Exercise aim: As the answer, set down the lines below from the one containing "middle tip: (246, 248)" through the one containing "ring mcp: (173, 32)", exactly and inclusively, and no others.
[Start of Attachment]
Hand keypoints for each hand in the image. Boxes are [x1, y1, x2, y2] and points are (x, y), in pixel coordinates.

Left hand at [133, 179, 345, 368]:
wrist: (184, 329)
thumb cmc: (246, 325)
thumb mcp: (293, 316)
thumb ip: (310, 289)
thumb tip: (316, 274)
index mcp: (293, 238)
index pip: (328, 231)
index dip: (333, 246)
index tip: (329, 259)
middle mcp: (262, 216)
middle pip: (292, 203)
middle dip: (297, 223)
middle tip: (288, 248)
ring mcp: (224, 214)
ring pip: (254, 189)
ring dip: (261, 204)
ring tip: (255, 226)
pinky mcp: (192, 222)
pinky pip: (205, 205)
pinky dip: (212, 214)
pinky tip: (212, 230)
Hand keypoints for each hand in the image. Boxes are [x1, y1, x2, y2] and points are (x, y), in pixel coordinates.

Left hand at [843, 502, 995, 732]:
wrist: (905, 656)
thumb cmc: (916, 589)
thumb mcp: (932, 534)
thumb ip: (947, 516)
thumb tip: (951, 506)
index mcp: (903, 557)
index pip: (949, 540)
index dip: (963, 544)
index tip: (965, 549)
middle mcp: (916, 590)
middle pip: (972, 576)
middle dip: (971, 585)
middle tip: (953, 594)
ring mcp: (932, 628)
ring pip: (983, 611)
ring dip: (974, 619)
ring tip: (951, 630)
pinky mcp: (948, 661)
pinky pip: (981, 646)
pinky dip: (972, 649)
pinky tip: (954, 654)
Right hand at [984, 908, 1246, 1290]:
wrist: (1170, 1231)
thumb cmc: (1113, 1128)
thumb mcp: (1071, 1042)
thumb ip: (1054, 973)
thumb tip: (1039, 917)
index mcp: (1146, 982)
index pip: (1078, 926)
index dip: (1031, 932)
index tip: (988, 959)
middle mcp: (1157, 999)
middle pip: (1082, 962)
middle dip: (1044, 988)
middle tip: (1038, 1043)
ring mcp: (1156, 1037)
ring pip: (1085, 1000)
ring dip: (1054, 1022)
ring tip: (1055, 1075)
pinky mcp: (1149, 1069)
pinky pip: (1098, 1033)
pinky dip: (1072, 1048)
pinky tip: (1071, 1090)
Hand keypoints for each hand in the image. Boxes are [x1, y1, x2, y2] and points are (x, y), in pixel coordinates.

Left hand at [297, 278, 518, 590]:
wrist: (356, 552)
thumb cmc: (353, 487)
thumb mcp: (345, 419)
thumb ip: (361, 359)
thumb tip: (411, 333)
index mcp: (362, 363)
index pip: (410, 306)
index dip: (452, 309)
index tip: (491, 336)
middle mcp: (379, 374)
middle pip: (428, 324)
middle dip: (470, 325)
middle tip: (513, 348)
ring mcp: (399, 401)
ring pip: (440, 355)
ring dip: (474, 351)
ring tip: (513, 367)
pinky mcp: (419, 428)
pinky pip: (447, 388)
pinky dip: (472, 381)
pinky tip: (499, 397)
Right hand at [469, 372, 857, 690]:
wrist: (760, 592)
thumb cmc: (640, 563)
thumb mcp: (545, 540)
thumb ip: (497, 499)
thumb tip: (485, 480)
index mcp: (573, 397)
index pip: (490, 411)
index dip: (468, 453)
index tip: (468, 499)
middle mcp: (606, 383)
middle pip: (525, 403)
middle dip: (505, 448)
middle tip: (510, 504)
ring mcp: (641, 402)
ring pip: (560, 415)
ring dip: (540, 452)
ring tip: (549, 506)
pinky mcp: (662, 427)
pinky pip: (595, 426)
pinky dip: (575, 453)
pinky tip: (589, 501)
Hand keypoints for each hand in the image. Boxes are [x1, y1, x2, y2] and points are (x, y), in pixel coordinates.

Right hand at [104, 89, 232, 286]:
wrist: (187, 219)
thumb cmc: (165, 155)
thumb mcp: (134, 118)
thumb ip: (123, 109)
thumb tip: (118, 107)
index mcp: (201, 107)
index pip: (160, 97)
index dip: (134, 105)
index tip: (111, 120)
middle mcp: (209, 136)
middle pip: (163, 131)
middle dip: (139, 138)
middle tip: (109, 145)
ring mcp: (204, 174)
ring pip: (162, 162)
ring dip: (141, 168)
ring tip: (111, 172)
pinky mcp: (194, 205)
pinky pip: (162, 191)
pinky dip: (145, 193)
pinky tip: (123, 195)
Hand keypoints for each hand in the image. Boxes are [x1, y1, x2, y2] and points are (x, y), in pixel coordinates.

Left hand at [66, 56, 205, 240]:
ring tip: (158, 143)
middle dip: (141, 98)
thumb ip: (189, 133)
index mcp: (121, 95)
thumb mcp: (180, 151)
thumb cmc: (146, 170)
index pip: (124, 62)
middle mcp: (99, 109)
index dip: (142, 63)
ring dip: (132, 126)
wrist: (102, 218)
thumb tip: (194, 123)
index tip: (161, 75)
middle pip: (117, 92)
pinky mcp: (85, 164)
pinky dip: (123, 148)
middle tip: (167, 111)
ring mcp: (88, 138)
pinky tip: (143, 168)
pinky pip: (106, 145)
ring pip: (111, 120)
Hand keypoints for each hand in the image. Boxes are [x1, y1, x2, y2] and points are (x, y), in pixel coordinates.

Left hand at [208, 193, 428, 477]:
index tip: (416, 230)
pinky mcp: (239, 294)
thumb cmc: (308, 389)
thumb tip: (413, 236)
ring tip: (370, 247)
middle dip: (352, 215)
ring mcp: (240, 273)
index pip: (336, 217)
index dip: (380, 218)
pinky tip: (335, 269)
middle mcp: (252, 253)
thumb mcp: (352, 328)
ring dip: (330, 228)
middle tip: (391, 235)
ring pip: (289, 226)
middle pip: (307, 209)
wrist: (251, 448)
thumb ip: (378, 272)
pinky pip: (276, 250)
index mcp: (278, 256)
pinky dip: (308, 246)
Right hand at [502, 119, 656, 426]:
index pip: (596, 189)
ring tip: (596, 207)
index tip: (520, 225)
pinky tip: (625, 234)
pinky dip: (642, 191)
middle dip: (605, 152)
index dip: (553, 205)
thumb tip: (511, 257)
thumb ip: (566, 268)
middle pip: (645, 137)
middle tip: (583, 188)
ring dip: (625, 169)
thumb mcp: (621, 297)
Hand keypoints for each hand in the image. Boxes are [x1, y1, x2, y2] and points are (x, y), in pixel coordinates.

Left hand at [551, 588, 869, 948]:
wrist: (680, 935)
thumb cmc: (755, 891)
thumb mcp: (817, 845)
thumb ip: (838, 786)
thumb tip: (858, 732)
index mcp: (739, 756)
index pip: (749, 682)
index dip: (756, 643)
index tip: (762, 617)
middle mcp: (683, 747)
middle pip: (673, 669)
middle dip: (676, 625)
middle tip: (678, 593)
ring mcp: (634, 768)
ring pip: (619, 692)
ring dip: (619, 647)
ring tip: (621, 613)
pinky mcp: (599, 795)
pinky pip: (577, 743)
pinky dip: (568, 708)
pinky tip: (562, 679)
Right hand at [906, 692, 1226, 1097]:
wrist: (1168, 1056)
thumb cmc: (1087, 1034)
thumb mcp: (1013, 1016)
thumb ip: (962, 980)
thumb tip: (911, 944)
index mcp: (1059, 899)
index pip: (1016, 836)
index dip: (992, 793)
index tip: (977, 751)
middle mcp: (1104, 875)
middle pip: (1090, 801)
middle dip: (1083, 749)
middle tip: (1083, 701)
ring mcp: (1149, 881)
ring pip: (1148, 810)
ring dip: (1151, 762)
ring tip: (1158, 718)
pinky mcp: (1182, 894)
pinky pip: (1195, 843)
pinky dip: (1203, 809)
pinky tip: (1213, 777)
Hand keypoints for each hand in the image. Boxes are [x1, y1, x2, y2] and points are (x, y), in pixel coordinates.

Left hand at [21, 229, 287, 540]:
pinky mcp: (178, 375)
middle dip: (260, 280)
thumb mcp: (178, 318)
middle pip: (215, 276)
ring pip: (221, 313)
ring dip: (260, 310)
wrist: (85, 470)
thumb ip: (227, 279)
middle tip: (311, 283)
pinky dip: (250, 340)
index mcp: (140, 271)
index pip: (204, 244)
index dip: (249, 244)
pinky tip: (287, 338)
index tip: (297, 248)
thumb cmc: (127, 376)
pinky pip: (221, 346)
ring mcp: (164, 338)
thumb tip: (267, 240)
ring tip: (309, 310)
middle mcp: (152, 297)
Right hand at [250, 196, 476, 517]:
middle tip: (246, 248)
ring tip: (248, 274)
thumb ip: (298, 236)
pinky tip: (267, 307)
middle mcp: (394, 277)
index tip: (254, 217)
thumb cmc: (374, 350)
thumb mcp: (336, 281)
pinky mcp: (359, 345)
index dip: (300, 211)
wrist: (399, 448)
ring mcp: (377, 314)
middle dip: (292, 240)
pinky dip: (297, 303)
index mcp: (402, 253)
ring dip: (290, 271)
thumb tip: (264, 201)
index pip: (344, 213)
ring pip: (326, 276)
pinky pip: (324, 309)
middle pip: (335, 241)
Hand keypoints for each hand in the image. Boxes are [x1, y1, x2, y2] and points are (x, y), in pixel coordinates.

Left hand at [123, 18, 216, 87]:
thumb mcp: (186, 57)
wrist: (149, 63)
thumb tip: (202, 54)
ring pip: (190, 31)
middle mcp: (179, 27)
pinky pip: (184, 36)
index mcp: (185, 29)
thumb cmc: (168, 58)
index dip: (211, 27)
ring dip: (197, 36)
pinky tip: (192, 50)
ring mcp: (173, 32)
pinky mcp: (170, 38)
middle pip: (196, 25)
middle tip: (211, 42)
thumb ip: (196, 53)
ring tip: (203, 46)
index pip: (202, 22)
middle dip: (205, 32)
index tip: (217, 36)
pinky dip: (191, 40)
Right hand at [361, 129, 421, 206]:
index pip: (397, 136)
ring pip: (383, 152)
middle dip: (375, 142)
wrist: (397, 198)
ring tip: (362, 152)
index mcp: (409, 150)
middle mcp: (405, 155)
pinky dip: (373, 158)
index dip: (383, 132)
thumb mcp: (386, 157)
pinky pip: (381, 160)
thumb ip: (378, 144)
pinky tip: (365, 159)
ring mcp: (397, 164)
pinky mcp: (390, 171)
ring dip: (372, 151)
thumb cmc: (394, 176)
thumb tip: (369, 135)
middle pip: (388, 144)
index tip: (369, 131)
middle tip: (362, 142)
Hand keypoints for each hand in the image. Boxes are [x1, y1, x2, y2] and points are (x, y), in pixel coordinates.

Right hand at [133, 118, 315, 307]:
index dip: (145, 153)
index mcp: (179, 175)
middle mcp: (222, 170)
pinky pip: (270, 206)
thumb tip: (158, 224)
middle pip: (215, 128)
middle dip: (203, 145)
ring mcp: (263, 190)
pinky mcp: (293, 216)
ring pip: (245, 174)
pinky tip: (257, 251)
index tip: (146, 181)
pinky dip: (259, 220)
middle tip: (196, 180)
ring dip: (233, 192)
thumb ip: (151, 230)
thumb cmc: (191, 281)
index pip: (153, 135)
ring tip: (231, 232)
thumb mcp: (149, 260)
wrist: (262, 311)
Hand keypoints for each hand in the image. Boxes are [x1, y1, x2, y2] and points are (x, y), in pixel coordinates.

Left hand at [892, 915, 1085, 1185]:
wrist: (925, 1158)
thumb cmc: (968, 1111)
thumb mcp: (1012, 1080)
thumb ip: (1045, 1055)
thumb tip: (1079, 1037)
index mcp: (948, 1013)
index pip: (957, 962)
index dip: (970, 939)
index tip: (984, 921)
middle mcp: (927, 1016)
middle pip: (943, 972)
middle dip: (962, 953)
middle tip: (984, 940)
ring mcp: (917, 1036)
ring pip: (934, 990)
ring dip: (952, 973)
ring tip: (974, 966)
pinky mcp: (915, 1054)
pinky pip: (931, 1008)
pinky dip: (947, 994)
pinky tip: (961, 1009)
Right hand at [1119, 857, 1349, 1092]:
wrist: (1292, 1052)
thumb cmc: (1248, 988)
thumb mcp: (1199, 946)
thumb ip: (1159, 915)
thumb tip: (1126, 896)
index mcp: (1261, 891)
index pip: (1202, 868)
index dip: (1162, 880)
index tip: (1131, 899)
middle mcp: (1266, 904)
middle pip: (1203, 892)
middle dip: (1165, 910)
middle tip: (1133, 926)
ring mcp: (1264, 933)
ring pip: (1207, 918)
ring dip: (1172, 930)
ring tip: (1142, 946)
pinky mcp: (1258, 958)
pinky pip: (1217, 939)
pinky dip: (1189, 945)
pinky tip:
[End of Attachment]
Output for this task:
middle tip: (246, 248)
ring tip: (248, 274)
thumb ip: (298, 236)
pinky tip: (267, 307)
middle mcp: (394, 277)
index tip: (254, 217)
thumb cmc: (374, 350)
thumb mcp: (336, 281)
pinky mcp: (359, 345)
index dip: (300, 211)
wrist: (399, 448)
ring mcp: (377, 314)
middle dip: (292, 240)
pinky dip: (297, 303)
index mcp: (402, 253)
ring dip: (290, 271)
thumb tip: (264, 201)
index pip: (344, 213)
ring pip: (326, 276)
pinky pip: (324, 309)
middle pip: (335, 241)
Hand keypoints for each hand in the image. Boxes are [x1, y1, x2, y2] and points are (x, y), in pixel coordinates.

Left hand at [123, 18, 216, 87]:
thumb mcp: (186, 57)
wrist: (149, 63)
thumb tip: (202, 54)
ring pip: (190, 31)
middle mcp: (179, 27)
pinky pip: (184, 36)
index mcp: (185, 29)
thumb cmc: (168, 58)
index dip: (211, 27)
ring dip: (197, 36)
pinky tip: (192, 50)
ring mcp: (173, 32)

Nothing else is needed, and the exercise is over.